Shortly before the cashless debit card was scrapped last year, Liberal member of parliament Rowan Ramsey urged its retention. He “hadn’t seen” the Australian National Audit Office report that described it in damning terms, he said, “but I would be interested as to whether they’ve taken general public opinion into play”. His comments perfectly captured how normal it has become for welfare policy to be driven not by evidence but by attempts to win votes through cheap appeals to an imagined public.

Designed to prevent benefit recipients from spending their money on alcohol and gambling, the scheme sequestered 80 per cent of an individual’s income onto a card provided by Indue, a private contractor. Indigenous Australians were vastly overrepresented in the card’s pilot schemes, which covered fewer than 17,000 people. In Who Cares?, Eve Vincent insists the scheme had a bigger meaning, namely “the Australian welfare state intensifying its transition to a more disciplinarian guise, marking an ever-diminishing offer of care to those in need”.

Vincent’s approach is twofold: to let the subjects of her study speak for themselves, and then to place their experiences in the context of history and contemporary welfare discourse. In a poignant reflection on her scholarly practice, Vincent acknowledges that anthropology can “represent unwanted scrutiny” in parallel to the state’s surveillance of benefit recipients, “informing a degree of holding back” on her part. She still occasionally romanticises her interviewees but most apparent is her ear for the speech patterns of everyday philosophy. “They pulled the blanket over everyone,” says one interviewee in Ceduna.
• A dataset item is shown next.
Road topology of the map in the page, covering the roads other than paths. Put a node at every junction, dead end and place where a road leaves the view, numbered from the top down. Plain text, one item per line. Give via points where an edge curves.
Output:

Alongside the card, Vincent profiles ParentsNext, a federal program designed to get parents back into work, which similarly dehumanised its users through distant and condescending bureaucracy. Her portraits of single mothers juggling the complexity of family life are as affecting as her stories of the scheme’s distant bureaucracy are damning. Svetlana, a recovered drug addict, “talked of a raw determination to keep her only baby alive”. Ella, who secured a job as a teaching assistant through a friend and exited ParentsNext, received a letter telling her the scheme had found her a job and instructing her to attend work.
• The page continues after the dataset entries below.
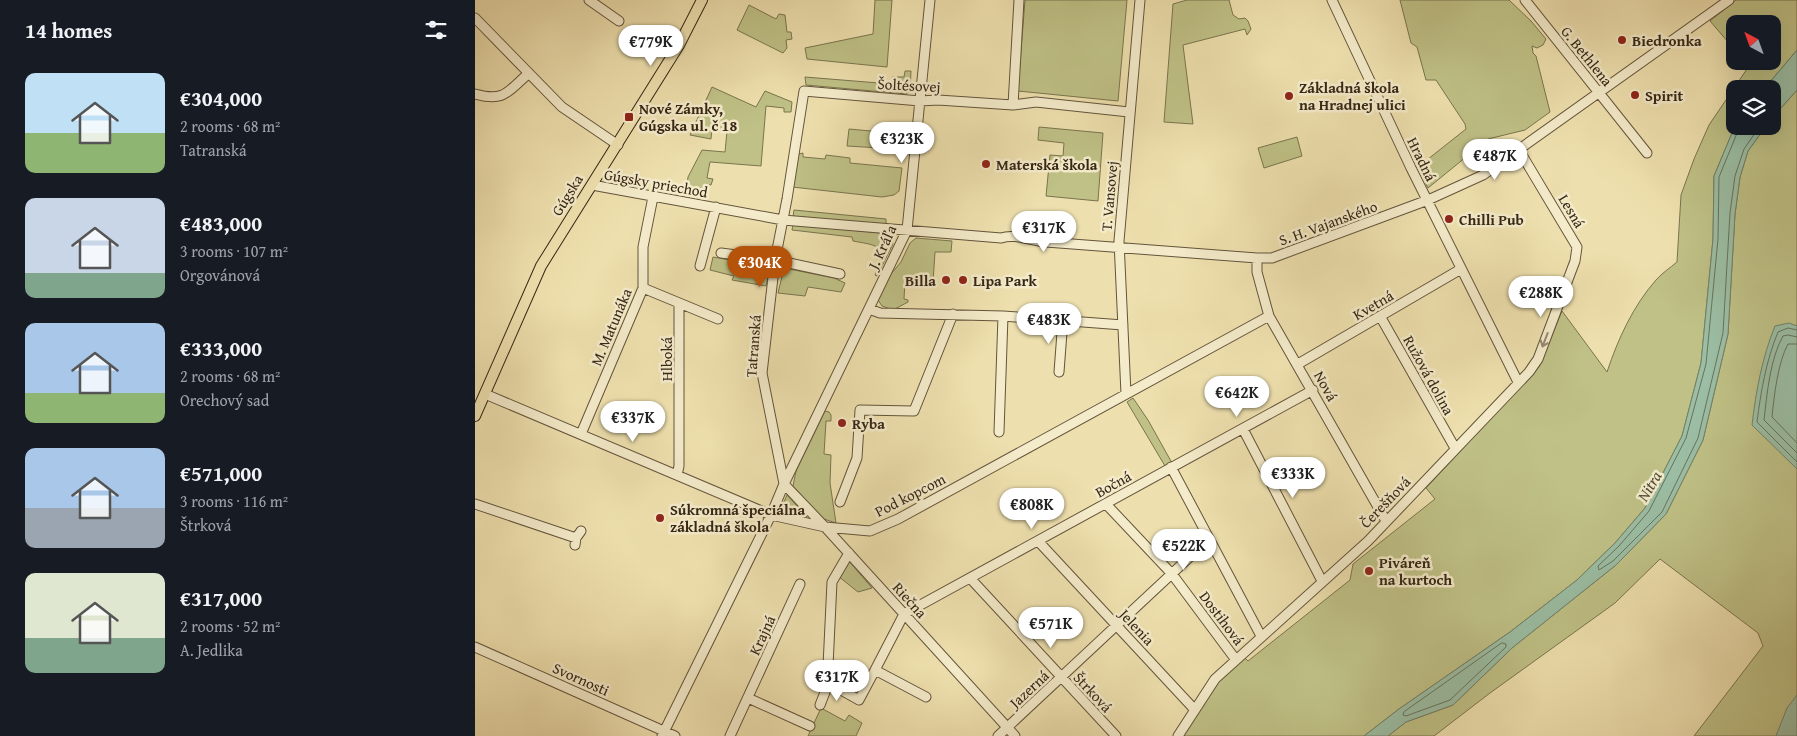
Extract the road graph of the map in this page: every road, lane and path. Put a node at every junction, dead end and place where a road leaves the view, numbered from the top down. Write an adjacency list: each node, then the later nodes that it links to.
1 (589, 0): 10 (street)
2 (702, 0): 18 (main road, Gúgska)
3 (930, 0): 15 (street, J. Kráľa)
4 (1019, 0): 16 (street)
5 (1140, 0): 17 (street, T. Vansovej)
6 (1332, 0): 23 (street, Hradná)
7 (1525, 0): 13 (street, G. Bethlena)
8 (1729, 0): 13 (street, S. H. Vajanského)
9 (475, 18): 11 (street)
10 (619, 21)
11 (528, 74): 14 (street); 18 (street)
12 (804, 91): 15 (street, Šoltésovej); 25 (street, Tatranská)
13 (1599, 93): 19 (street, S. H. Vajanského); 20 (street, G. Bethlena)
14 (475, 94)
15 (920, 100): 16 (street, Šoltésovej); 26 (street, J. Kráľa)
16 (1013, 105): 17 (street, Šoltésovej)
17 (1129, 112): 27 (street, T. Vansovej)
18 (618, 145): 21 (main road, Gúgska)
19 (1519, 150): 23 (street, S. H. Vajanského); 31 (street, Lesná)
20 (1647, 152)
21 (591, 185): 22 (street, Gúgsky priechod); 49 (main road, Gúgska)
22 (653, 197): 24 (street, Gúgsky priechod); 35 (street, M. Matunáka)
23 (1428, 200): 29 (street, S. H. Vajanského); 33 (street, Hradná)
24 (716, 207): 25 (street, Gúgsky priechod); 32 (street, Gúgsky priechod)
25 (783, 220): 26 (street, S. H. Vajanského); 30 (street, Tatranská)
26 (907, 230): 27 (street, S. H. Vajanského); 37 (street, J. Kráľa)
27 (1119, 248): 29 (street, S. H. Vajanského); 44 (street, T. Vansovej)
28 (721, 253): 30 (street)
29 (1257, 258): 40 (street, Nová)
30 (775, 260): 34 (street); 57 (street, Tatranská)
31 (1575, 262): 47 (street, Čerešňová, one-way to 47)
32 (700, 266)
33 (1461, 269): 41 (street, Kvetná); 47 (street, Hradná)
34 (840, 274)
35 (643, 288): 36 (street); 54 (street, M. Matunáka)
36 (679, 303): 42 (street); 59 (street, Hlboká)
37 (869, 309): 38 (street); 56 (street, J. Kráľa)
38 (953, 314): 39 (street); 61 (street)
39 (1003, 316): 43 (street); 53 (street)
40 (1269, 316): 45 (street, Nová); 50 (street, Pod kopcom)
41 (1381, 316): 45 (street, Kvetná); 55 (street, Ružová dolina)
42 (718, 319)
43 (1063, 319): 44 (street); 46 (street)
44 (1123, 325): 50 (street, T. Vansovej)
45 (1298, 364): 48 (street, Nová)
46 (1059, 372)
47 (1518, 382): 55 (street, Čerešňová)
48 (1313, 390): 52 (street, Bočná); 65 (street, Nová)
49 (485, 394): 51 (main road, Gúgska); 54 (street, Pod kopcom)
50 (1126, 394): 66 (street, Pod kopcom)
51 (475, 416)
52 (1243, 428): 58 (street, Bočná); 73 (street)
53 (999, 432)
54 (581, 434): 59 (street, Pod kopcom)
55 (1455, 448): 65 (street, Čerešňová)
56 (799, 452): 57 (street); 60 (street, J. Kráľa)
57 (778, 454): 60 (street, Tatranská)
58 (1171, 467): 63 (street, Bočná); 68 (street)
59 (677, 475): 64 (street, Pod kopcom)
60 (784, 484): 64 (street); 66 (street, Riečna)
61 (841, 502)
62 (475, 504): 67 (street)
63 (1106, 504): 69 (street, Bočná); 71 (street, Dostihová)
64 (771, 515): 66 (street, Pod kopcom); 89 (street)
65 (1387, 521): 73 (street, Čerešňová)
66 (825, 527): 70 (street, Riečna)
67 (578, 538)
68 (1209, 539): 71 (street, Jazerná); 77 (street)
69 (1038, 541): 72 (street, Bočná); 76 (street, Jelenia)
70 (849, 553): 75 (street, Riečna); 82 (street)
71 (1172, 574): 76 (street, Jazerná); 79 (street, Dostihová)
72 (970, 578): 75 (street, Bočná); 81 (street, Štrková)
73 (1323, 581): 77 (street, Čerešňová)
74 (800, 584): 84 (street, Krajná)
75 (904, 614): 80 (street); 88 (street, Riečna)
76 (1117, 626): 81 (street, Jazerná); 86 (street, Jelenia)
77 (1261, 636): 79 (street, Čerešňová)
78 (475, 647): 89 (street, Svornosti)
79 (1236, 660): 86 (street, Čerešňová)
80 (875, 670): 82 (street); 83 (street)
81 (1061, 678): 88 (street, Jazerná); 94 (street, Štrková)
82 (827, 682): 85 (street)
83 (926, 697)
84 (748, 698): 87 (street); 91 (street, Krajná)
85 (820, 705)
86 (1195, 710): 95 (street, Čerešňová)
87 (810, 726)
88 (1008, 728): 92 (street, Jazerná); 93 (street, Riečna)
89 (663, 734): 90 (street, Svornosti)
90 (675, 736)
91 (730, 736)
92 (998, 736)
93 (1015, 736)
94 (1116, 736)
95 (1178, 736)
Far from caring for its citizens as it once promised, Vincent argues that the modern Australian state instead fails to recognise care as labour at all and in fact punishes those who make it their vocation. The Indue card might now be history but, as Vincent notes, “a mean-spirited, conditional and punitive welfare system remains in place”. Turning the tide will require either politicians with the courage to take on decades of divide-and-rule conditioning or a mass movement to force their hands.